### Aim of the task
In which lines of the data does the string "tunnel" appear? Copy every one.
Data for processing below:
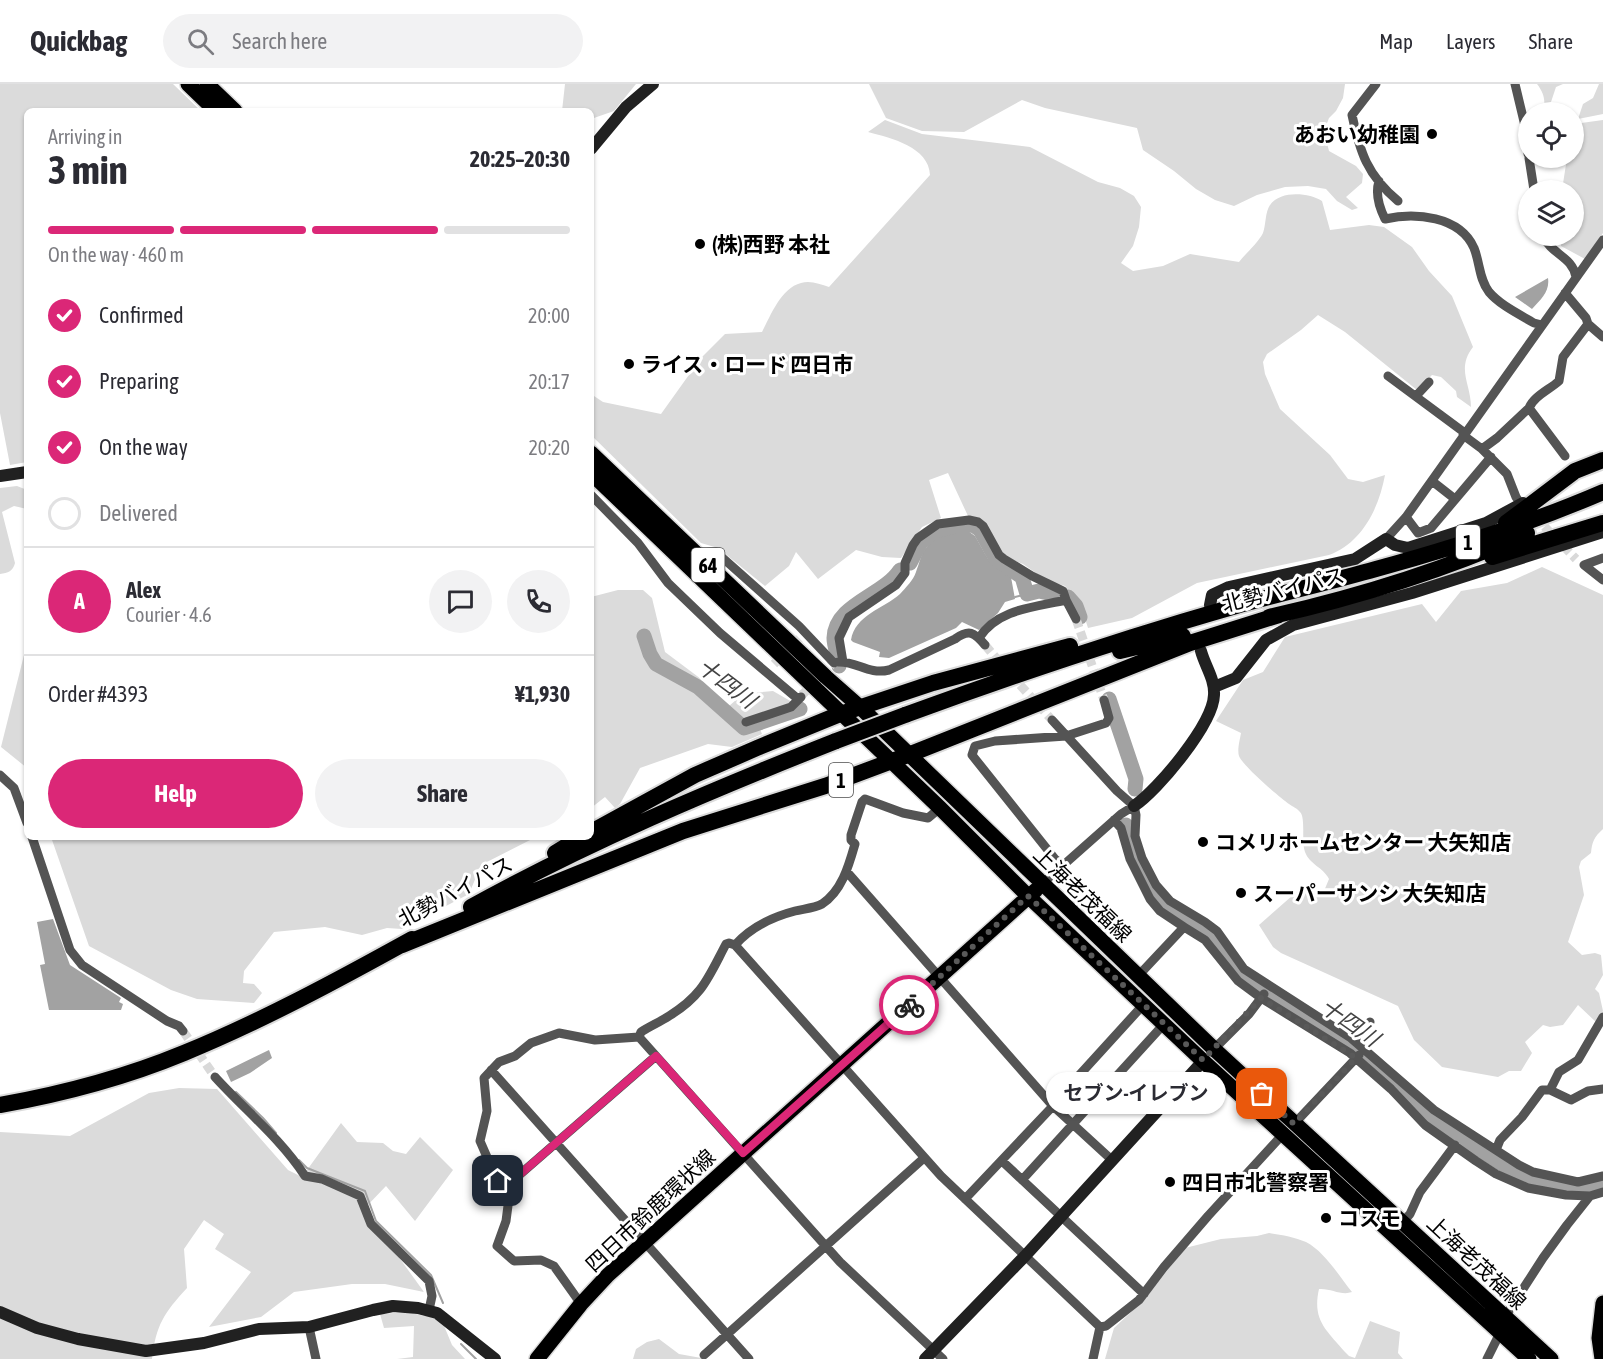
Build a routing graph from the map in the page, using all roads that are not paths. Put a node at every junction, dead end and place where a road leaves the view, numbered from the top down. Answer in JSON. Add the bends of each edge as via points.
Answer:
{"nodes":[{"id":1,"x":188,"y":84,"type":"edge"},
{"id":2,"x":207,"y":84,"type":"edge"},
{"id":3,"x":653,"y":84,"type":"edge"},
{"id":4,"x":1376,"y":84,"type":"edge"},
{"id":5,"x":1515,"y":84,"type":"edge"},
{"id":6,"x":1519,"y":102,"type":"edge"},
{"id":7,"x":213,"y":108,"type":"edge"},
{"id":8,"x":232,"y":108,"type":"edge"},
{"id":9,"x":594,"y":145,"type":"edge"},
{"id":10,"x":1379,"y":181,"type":"junction"},
{"id":11,"x":1398,"y":201,"type":"dead end"},
{"id":12,"x":1603,"y":240,"type":"edge"},
{"id":13,"x":1549,"y":246,"type":"edge"},
{"id":14,"x":1576,"y":277,"type":"junction"},
{"id":15,"x":1565,"y":293,"type":"junction"},
{"id":16,"x":1588,"y":324,"type":"junction"},
{"id":17,"x":1542,"y":325,"type":"junction"},
{"id":18,"x":1603,"y":338,"type":"edge"},
{"id":19,"x":1388,"y":376,"type":"dead end"},
{"id":20,"x":1430,"y":382,"type":"dead end"},
{"id":21,"x":1416,"y":396,"type":"junction"},
{"id":22,"x":1528,"y":408,"type":"junction"},
{"id":23,"x":1464,"y":434,"type":"junction"},
{"id":24,"x":1482,"y":449,"type":"junction"},
{"id":25,"x":594,"y":456,"type":"edge"},
{"id":26,"x":1565,"y":456,"type":"dead end"},
{"id":27,"x":1491,"y":457,"type":"junction"},
{"id":28,"x":1603,"y":460,"type":"edge"},
{"id":29,"x":24,"y":472,"type":"edge"},
{"id":30,"x":0,"y":476,"type":"edge"},
{"id":31,"x":594,"y":476,"type":"edge"},
{"id":32,"x":1432,"y":481,"type":"junction"},
{"id":33,"x":1548,"y":493,"type":"junction"},
{"id":34,"x":1603,"y":494,"type":"edge"},
{"id":35,"x":594,"y":498,"type":"edge"},
{"id":36,"x":1455,"y":499,"type":"junction"},
{"id":37,"x":1518,"y":500,"type":"dead end"},
{"id":38,"x":1406,"y":517,"type":"junction"},
{"id":39,"x":1603,"y":523,"type":"edge"},
{"id":40,"x":1603,"y":532,"type":"edge"},
{"id":41,"x":1386,"y":539,"type":"junction"},
{"id":42,"x":1477,"y":539,"type":"junction"},
{"id":43,"x":696,"y":553,"type":"junction"},
{"id":44,"x":1603,"y":558,"type":"edge"},
{"id":45,"x":1603,"y":580,"type":"edge"},
{"id":46,"x":1066,"y":600,"type":"junction"},
{"id":47,"x":1335,"y":601,"type":"junction"},
{"id":48,"x":1210,"y":605,"type":"dead end"},
{"id":49,"x":1238,"y":605,"type":"junction"},
{"id":50,"x":1279,"y":615,"type":"junction"},
{"id":51,"x":1076,"y":619,"type":"tunnel mouth"},
{"id":52,"x":1201,"y":651,"type":"dead end"},
{"id":53,"x":837,"y":662,"type":"junction"},
{"id":54,"x":774,"y":664,"type":"tunnel mouth"},
{"id":55,"x":765,"y":671,"type":"junction"},
{"id":56,"x":1214,"y":687,"type":"junction"},
{"id":57,"x":963,"y":694,"type":"junction"},
{"id":58,"x":1104,"y":700,"type":"tunnel mouth"},
{"id":59,"x":860,"y":707,"type":"junction"},
{"id":60,"x":840,"y":714,"type":"junction"},
{"id":61,"x":1052,"y":720,"type":"tunnel mouth"},
{"id":62,"x":746,"y":722,"type":"dead end"},
{"id":63,"x":1066,"y":736,"type":"junction"},
{"id":64,"x":908,"y":755,"type":"junction"},
{"id":65,"x":890,"y":762,"type":"junction"},
{"id":66,"x":0,"y":775,"type":"edge"},
{"id":67,"x":1134,"y":806,"type":"junction"},
{"id":68,"x":940,"y":808,"type":"junction"},
{"id":69,"x":24,"y":816,"type":"edge"},
{"id":70,"x":1114,"y":820,"type":"junction"},
{"id":71,"x":594,"y":830,"type":"edge"},
{"id":72,"x":33,"y":840,"type":"edge"},
{"id":73,"x":576,"y":840,"type":"edge"},
{"id":74,"x":1063,"y":865,"type":"junction"},
{"id":75,"x":847,"y":872,"type":"junction"},
{"id":76,"x":1042,"y":884,"type":"junction"},
{"id":77,"x":1151,"y":888,"type":"junction"},
{"id":78,"x":1028,"y":896,"type":"junction"},
{"id":79,"x":1184,"y":927,"type":"junction"},
{"id":80,"x":402,"y":945,"type":"junction"},
{"id":81,"x":735,"y":945,"type":"junction"},
{"id":82,"x":940,"y":976,"type":"junction"},
{"id":83,"x":1138,"y":976,"type":"junction"},
{"id":84,"x":1270,"y":988,"type":"junction"},
{"id":85,"x":1262,"y":997,"type":"junction"},
{"id":86,"x":1144,"y":1004,"type":"junction"},
{"id":87,"x":1603,"y":1017,"type":"edge"},
{"id":88,"x":1370,"y":1022,"type":"dead end"},
{"id":89,"x":1164,"y":1024,"type":"junction"},
{"id":90,"x":183,"y":1031,"type":"tunnel mouth"},
{"id":91,"x":639,"y":1038,"type":"junction"},
{"id":92,"x":1360,"y":1051,"type":"junction"},
{"id":93,"x":1209,"y":1055,"type":"junction"},
{"id":94,"x":656,"y":1056,"type":"junction"},
{"id":95,"x":842,"y":1065,"type":"junction"},
{"id":96,"x":491,"y":1070,"type":"junction"},
{"id":97,"x":215,"y":1077,"type":"tunnel mouth"},
{"id":98,"x":1603,"y":1089,"type":"edge"},
{"id":99,"x":1550,"y":1090,"type":"junction"},
{"id":100,"x":0,"y":1105,"type":"edge"},
{"id":101,"x":1053,"y":1105,"type":"junction"},
{"id":102,"x":1073,"y":1124,"type":"junction"},
{"id":103,"x":1289,"y":1128,"type":"junction"},
{"id":104,"x":556,"y":1143,"type":"junction"},
{"id":105,"x":1455,"y":1145,"type":"junction"},
{"id":106,"x":1496,"y":1150,"type":"junction"},
{"id":107,"x":743,"y":1153,"type":"junction"},
{"id":108,"x":924,"y":1158,"type":"junction"},
{"id":109,"x":1002,"y":1161,"type":"junction"},
{"id":110,"x":1113,"y":1161,"type":"junction"},
{"id":111,"x":1603,"y":1176,"type":"edge"},
{"id":112,"x":1022,"y":1180,"type":"junction"},
{"id":113,"x":502,"y":1190,"type":"junction"},
{"id":114,"x":1603,"y":1192,"type":"edge"},
{"id":115,"x":1590,"y":1196,"type":"junction"},
{"id":116,"x":965,"y":1199,"type":"junction"},
{"id":117,"x":1061,"y":1217,"type":"junction"},
{"id":118,"x":1402,"y":1223,"type":"junction"},
{"id":119,"x":644,"y":1241,"type":"junction"},
{"id":120,"x":826,"y":1246,"type":"junction"},
{"id":121,"x":1025,"y":1256,"type":"junction"},
{"id":122,"x":1144,"y":1294,"type":"junction"},
{"id":123,"x":1603,"y":1303,"type":"edge"},
{"id":124,"x":581,"y":1304,"type":"junction"},
{"id":125,"x":429,"y":1310,"type":"junction"},
{"id":126,"x":0,"y":1312,"type":"edge"},
{"id":127,"x":1505,"y":1317,"type":"junction"},
{"id":128,"x":309,"y":1327,"type":"junction"},
{"id":129,"x":1100,"y":1327,"type":"junction"},
{"id":130,"x":1500,"y":1333,"type":"junction"},
{"id":131,"x":727,"y":1334,"type":"junction"},
{"id":132,"x":929,"y":1354,"type":"edge"},
{"id":133,"x":1602,"y":1354,"type":"edge"},
{"id":134,"x":704,"y":1355,"type":"dead end"},
{"id":135,"x":316,"y":1359,"type":"edge"},
{"id":136,"x":495,"y":1359,"type":"edge"},
{"id":137,"x":537,"y":1359,"type":"edge"},
{"id":138,"x":749,"y":1359,"type":"edge"},
{"id":139,"x":943,"y":1359,"type":"edge"},
{"id":140,"x":1093,"y":1359,"type":"edge"},
{"id":141,"x":1487,"y":1359,"type":"edge"},
{"id":142,"x":1529,"y":1359,"type":"edge"},
{"id":143,"x":1551,"y":1359,"type":"edge"}],
"edges":[{"from":1,"to":7,"type":"main road"},
{"from":2,"to":8,"type":"main road"},
{"from":3,"to":9,"type":"street","via":[[626,107]]},
{"from":4,"to":10,"type":"street","via":[[1352,115],[1359,148]]},
{"from":5,"to":6,"type":"street"},
{"from":10,"to":11,"type":"street"},
{"from":10,"to":17,"type":"street","via":[[1379,207],[1384,219],[1415,217],[1457,227],[1474,249],[1482,281],[1490,293]]},
{"from":12,"to":14,"type":"street"},
{"from":13,"to":14,"type":"street","via":[[1570,262]]},
{"from":14,"to":15,"type":"street"},
{"from":15,"to":16,"type":"street"},
{"from":15,"to":17,"type":"street"},
{"from":16,"to":18,"type":"street"},
{"from":16,"to":22,"type":"street","via":[[1563,357],[1558,381]]},
{"from":17,"to":23,"type":"street"},
{"from":19,"to":21,"type":"street"},
{"from":20,"to":21,"type":"street"},
{"from":21,"to":23,"type":"street"},
{"from":22,"to":24,"type":"street"},
{"from":22,"to":26,"type":"street"},
{"from":23,"to":24,"type":"street"},
{"from":23,"to":32,"type":"street"},
{"from":24,"to":27,"type":"street"},
{"from":25,"to":43,"type":"main road","name":"上海老茂福線","number":"64"},
{"from":27,"to":36,"type":"street"},
{"from":27,"to":37,"type":"street","via":[[1507,474]]},
{"from":28,"to":33,"type":"highway","via":[[1575,471]]},
{"from":29,"to":30,"type":"street"},
{"from":31,"to":60,"type":"main road","name":"上海老茂福線","number":"64"},
{"from":32,"to":36,"type":"street"},
{"from":32,"to":38,"type":"street"},
{"from":33,"to":41,"type":"street","via":[[1486,523],[1408,548],[1395,546]]},
{"from":33,"to":42,"type":"highway"},
{"from":34,"to":42,"type":"highway","name":"北勢バイパス","number":"1"},
{"from":34,"to":47,"type":"highway","name":"北勢バイパス","number":"1","via":[[1475,554]]},
{"from":35,"to":55,"type":"street","via":[[638,543],[668,583]]},
{"from":36,"to":38,"type":"street","via":[[1431,528],[1418,533]]},
{"from":38,"to":41,"type":"street"},
{"from":39,"to":47,"type":"highway"},
{"from":40,"to":56,"type":"street","via":[[1412,593],[1293,625],[1266,640],[1236,678]]},
{"from":41,"to":48,"type":"street","via":[[1347,562],[1221,590],[1212,595]]},
{"from":42,"to":49,"type":"highway","name":"北勢バイパス","number":"1"},
{"from":43,"to":53,"type":"street","via":[[716,552]]},
{"from":43,"to":59,"type":"main road","name":"上海老茂福線","number":"64"},
{"from":44,"to":45,"type":"street","via":[[1580,562]]},
{"from":46,"to":51,"type":"street"},
{"from":46,"to":53,"type":"street","via":[[1000,616],[985,630],[982,642],[971,633],[964,633],[880,672]]},
{"from":46,"to":53,"type":"street","via":[[1063,591],[999,555],[978,522],[938,524],[913,545],[905,573],[896,585],[849,617],[839,638]]},
{"from":47,"to":50,"type":"highway","name":"北勢バイパス","number":"1"},
{"from":49,"to":57,"type":"highway","name":"北勢バイパス","number":"1"},
{"from":49,"to":59,"type":"highway","number":"1","via":[[1007,663]]},
{"from":50,"to":57,"type":"highway","name":"北勢バイパス","number":"1","via":[[1088,659]]},
{"from":50,"to":64,"type":"highway","number":"1","via":[[1179,647]]},
{"from":52,"to":56,"type":"street"},
{"from":54,"to":55,"type":"street"},
{"from":55,"to":62,"type":"street","via":[[800,697],[791,707]]},
{"from":56,"to":67,"type":"street","via":[[1211,711],[1205,722],[1169,774]]},
{"from":57,"to":80,"type":"highway","name":"北勢バイパス","number":"1","bridge":true,"via":[[701,796],[508,886]]},
{"from":58,"to":63,"type":"street","via":[[1109,721]]},
{"from":59,"to":60,"type":"highway","number":"1"},
{"from":59,"to":64,"type":"main road","name":"上海老茂福線","number":"64"},
{"from":60,"to":65,"type":"main road","name":"上海老茂福線","number":"64"},
{"from":60,"to":71,"type":"highway","number":"1","via":[[695,776]]},
{"from":61,"to":63,"type":"street"},
{"from":63,"to":67,"type":"street"},
{"from":63,"to":74,"type":"street","via":[[995,741],[975,746],[972,755]]},
{"from":64,"to":65,"type":"highway","number":"1"},
{"from":64,"to":76,"type":"main road","name":"上海老茂福線","number":"64"},
{"from":65,"to":68,"type":"main road","name":"上海老茂福線","number":"64"},
{"from":65,"to":80,"type":"highway","number":"1","via":[[683,831]]},
{"from":66,"to":69,"type":"street","via":[[14,788]]},
{"from":67,"to":70,"type":"street"},
{"from":67,"to":77,"type":"street","via":[[1135,836]]},
{"from":68,"to":75,"type":"street","via":[[928,818],[865,799],[851,835],[855,844]]},
{"from":68,"to":78,"type":"main road","name":"上海老茂福線","number":"64"},
{"from":70,"to":74,"type":"street"},
{"from":70,"to":77,"type":"street","via":[[1121,828],[1130,859]]},
{"from":72,"to":90,"type":"street","via":[[75,957]]},
{"from":73,"to":80,"type":"highway","number":"1"},
{"from":74,"to":76,"type":"street"},
{"from":75,"to":81,"type":"street","via":[[821,904],[772,918]]},
{"from":75,"to":82,"type":"street"},
{"from":76,"to":78,"type":"main road","name":"四日市鈴鹿環状線"},
{"from":76,"to":83,"type":"main road","name":"上海老茂福線","number":"64"},
{"from":77,"to":79,"type":"street","via":[[1160,911]]},
{"from":77,"to":84,"type":"street","via":[[1210,925],[1217,940],[1244,969]]},
{"from":78,"to":82,"type":"main road","name":"四日市鈴鹿環状線"},
{"from":78,"to":86,"type":"main road","name":"上海老茂福線","number":"64"},
{"from":79,"to":83,"type":"street"},
{"from":79,"to":85,"type":"street","via":[[1205,940],[1235,978]]},
{"from":80,"to":100,"type":"highway","name":"北勢バイパス","number":"1","via":[[182,1054],[81,1086]]},
{"from":81,"to":91,"type":"street","via":[[726,944],[704,987],[688,1004],[645,1029]]},
{"from":81,"to":95,"type":"street"},
{"from":82,"to":95,"type":"main road","name":"四日市鈴鹿環状線"},
{"from":82,"to":101,"type":"street"},
{"from":83,"to":93,"type":"main road","name":"上海老茂福線","number":"64"},
{"from":84,"to":85,"type":"street"},
{"from":84,"to":92,"type":"street","via":[[1314,1013]]},
{"from":85,"to":92,"type":"street"},
{"from":85,"to":93,"type":"street"},
{"from":86,"to":89,"type":"main road","name":"上海老茂福線","number":"64"},
{"from":86,"to":101,"type":"street"},
{"from":87,"to":99,"type":"street","via":[[1578,1060],[1559,1072]]},
{"from":88,"to":92,"type":"street"},
{"from":89,"to":93,"type":"main road","name":"上海老茂福線","number":"64"},
{"from":89,"to":102,"type":"street"},
{"from":91,"to":94,"type":"street"},
{"from":91,"to":96,"type":"street","via":[[595,1040],[559,1033],[531,1043]]},
{"from":92,"to":103,"type":"street"},
{"from":92,"to":105,"type":"street","via":[[1425,1125]]},
{"from":92,"to":106,"type":"street","via":[[1434,1110]]},
{"from":93,"to":103,"type":"main road","name":"上海老茂福線","number":"64"},
{"from":93,"to":110,"type":"street"},
{"from":94,"to":104,"type":"street"},
{"from":94,"to":107,"type":"street"},
{"from":95,"to":107,"type":"main road","name":"四日市鈴鹿環状線"},
{"from":95,"to":108,"type":"street"},
{"from":96,"to":104,"type":"street"},
{"from":96,"to":113,"type":"street","via":[[484,1078],[488,1111],[480,1141]]},
{"from":97,"to":125,"type":"street","via":[[257,1118],[305,1176],[360,1196],[371,1224],[429,1281]]},
{"from":98,"to":99,"type":"street","via":[[1571,1100]]},
{"from":99,"to":106,"type":"street","via":[[1542,1090]]},
{"from":101,"to":102,"type":"street"},
{"from":101,"to":109,"type":"street"},
{"from":102,"to":110,"type":"street"},
{"from":102,"to":112,"type":"street"},
{"from":103,"to":118,"type":"main road","name":"上海老茂福線","number":"64"},
{"from":103,"to":122,"type":"street","via":[[1208,1216]]},
{"from":103,"to":130,"type":"main road","name":"上海老茂福線","number":"64"},
{"from":104,"to":113,"type":"street"},
{"from":104,"to":119,"type":"street"},
{"from":105,"to":115,"type":"street","via":[[1519,1185]]},
{"from":105,"to":118,"type":"street"},
{"from":106,"to":111,"type":"street","via":[[1527,1170],[1552,1177],[1584,1182]]},
{"from":107,"to":119,"type":"main road","name":"四日市鈴鹿環状線"},
{"from":107,"to":120,"type":"street"},
{"from":108,"to":116,"type":"street"},
{"from":108,"to":120,"type":"street"},
{"from":109,"to":112,"type":"street"},
{"from":109,"to":116,"type":"street"},
{"from":110,"to":117,"type":"street"},
{"from":112,"to":117,"type":"street"},
{"from":113,"to":124,"type":"street","via":[[509,1198],[506,1221],[497,1241],[499,1249],[514,1261],[541,1260],[554,1266]]},
{"from":114,"to":115,"type":"street"},
{"from":115,"to":127,"type":"street","via":[[1542,1258]]},
{"from":116,"to":121,"type":"street"},
{"from":117,"to":121,"type":"street"},
{"from":117,"to":122,"type":"street"},
{"from":118,"to":127,"type":"main road","name":"上海老茂福線","number":"64"},
{"from":119,"to":124,"type":"main road","name":"四日市鈴鹿環状線"},
{"from":119,"to":131,"type":"street"},
{"from":120,"to":131,"type":"street"},
{"from":120,"to":132,"type":"street"},
{"from":121,"to":129,"type":"street"},
{"from":121,"to":132,"type":"street"},
{"from":122,"to":129,"type":"street"},
{"from":123,"to":133,"type":"main road"},
{"from":124,"to":137,"type":"main road","name":"四日市鈴鹿環状線"},
{"from":125,"to":128,"type":"street","via":[[393,1306]]},
{"from":125,"to":136,"type":"street"},
{"from":126,"to":128,"type":"street","via":[[37,1328],[78,1339],[146,1351],[204,1343],[259,1329]]},
{"from":127,"to":143,"type":"main road","name":"上海老茂福線","number":"64"},
{"from":128,"to":135,"type":"street"},
{"from":129,"to":140,"type":"street"},
{"from":130,"to":141,"type":"street"},
{"from":130,"to":142,"type":"main road","name":"上海老茂福線","number":"64"},
{"from":131,"to":134,"type":"street"},
{"from":131,"to":138,"type":"street"},
{"from":132,"to":139,"type":"street"}]}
End of Data for processing.
### Solution to this problem
{"id":51,"x":1076,"y":619,"type":"tunnel mouth"},
{"id":54,"x":774,"y":664,"type":"tunnel mouth"},
{"id":58,"x":1104,"y":700,"type":"tunnel mouth"},
{"id":61,"x":1052,"y":720,"type":"tunnel mouth"},
{"id":90,"x":183,"y":1031,"type":"tunnel mouth"},
{"id":97,"x":215,"y":1077,"type":"tunnel mouth"},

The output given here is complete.